WHAT IS BEING ASKED - An exact reprint of every record below is required, with the pictures left out.
(SUPPLIED MATERIAL Opens)
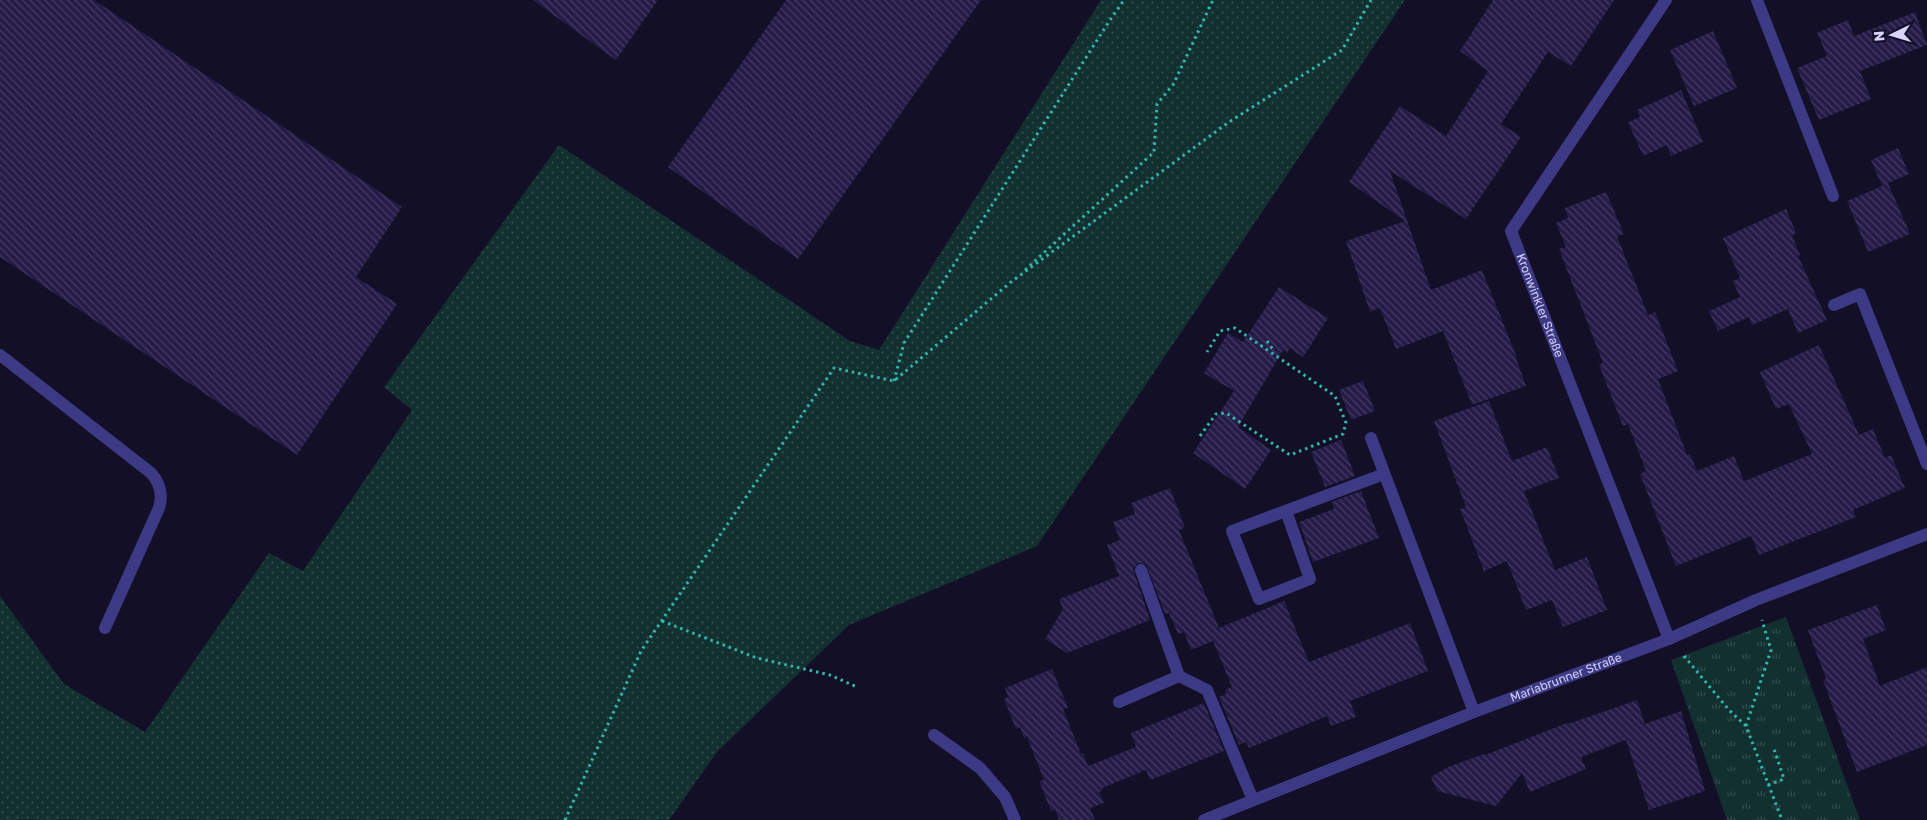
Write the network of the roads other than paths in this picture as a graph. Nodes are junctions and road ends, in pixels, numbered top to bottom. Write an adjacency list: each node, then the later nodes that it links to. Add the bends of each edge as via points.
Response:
1 (1666, 0): 13 (street, Kronwinkler Straße, via 1511,231)
2 (1757, 0): 3 (street)
3 (1833, 196)
4 (1834, 305): 7 (street, via 1860,294)
5 (0, 355): 12 (street, via 157,480 162,498 159,508)
6 (1371, 438): 8 (street)
7 (1927, 464)
8 (1384, 474): 9 (street); 16 (street)
9 (1286, 511): 9 (street, via 1232,531 1259,599 1310,579)
10 (1927, 534): 13 (street, Mariabrunner Straße, via 1756,600)
11 (1141, 570): 14 (street)
12 (105, 628)
13 (1669, 639): 16 (street, Mariabrunner Straße)
14 (1179, 676): 15 (street); 18 (street, via 1207,690)
15 (1119, 702)
16 (1474, 712): 18 (street, Mariabrunner Straße)
17 (934, 735): 19 (street, via 980,768 1006,797)
18 (1253, 800): 20 (street, Mariabrunner Straße)
19 (1015, 820)
20 (1204, 820)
(SUPPLIED MATERIAL Closes)
FINISHED EXERCISE -
Write the network of the roads other than paths in this picture as a graph. Nodes are junctions and road ends, in pixels, numbered top to bottom. Write an adjacency list: each node, then the later nodes that it links to. Add the bends of each edge as via points.
Response:
1 (1666, 0): 13 (street, Kronwinkler Straße, via 1511,231)
2 (1757, 0): 3 (street)
3 (1833, 196)
4 (1834, 305): 7 (street, via 1860,294)
5 (0, 355): 12 (street, via 157,480 162,498 159,508)
6 (1371, 438): 8 (street)
7 (1927, 464)
8 (1384, 474): 9 (street); 16 (street)
9 (1286, 511): 9 (street, via 1232,531 1259,599 1310,579)
10 (1927, 534): 13 (street, Mariabrunner Straße, via 1756,600)
11 (1141, 570): 14 (street)
12 (105, 628)
13 (1669, 639): 16 (street, Mariabrunner Straße)
14 (1179, 676): 15 (street); 18 (street, via 1207,690)
15 (1119, 702)
16 (1474, 712): 18 (street, Mariabrunner Straße)
17 (934, 735): 19 (street, via 980,768 1006,797)
18 (1253, 800): 20 (street, Mariabrunner Straße)
19 (1015, 820)
20 (1204, 820)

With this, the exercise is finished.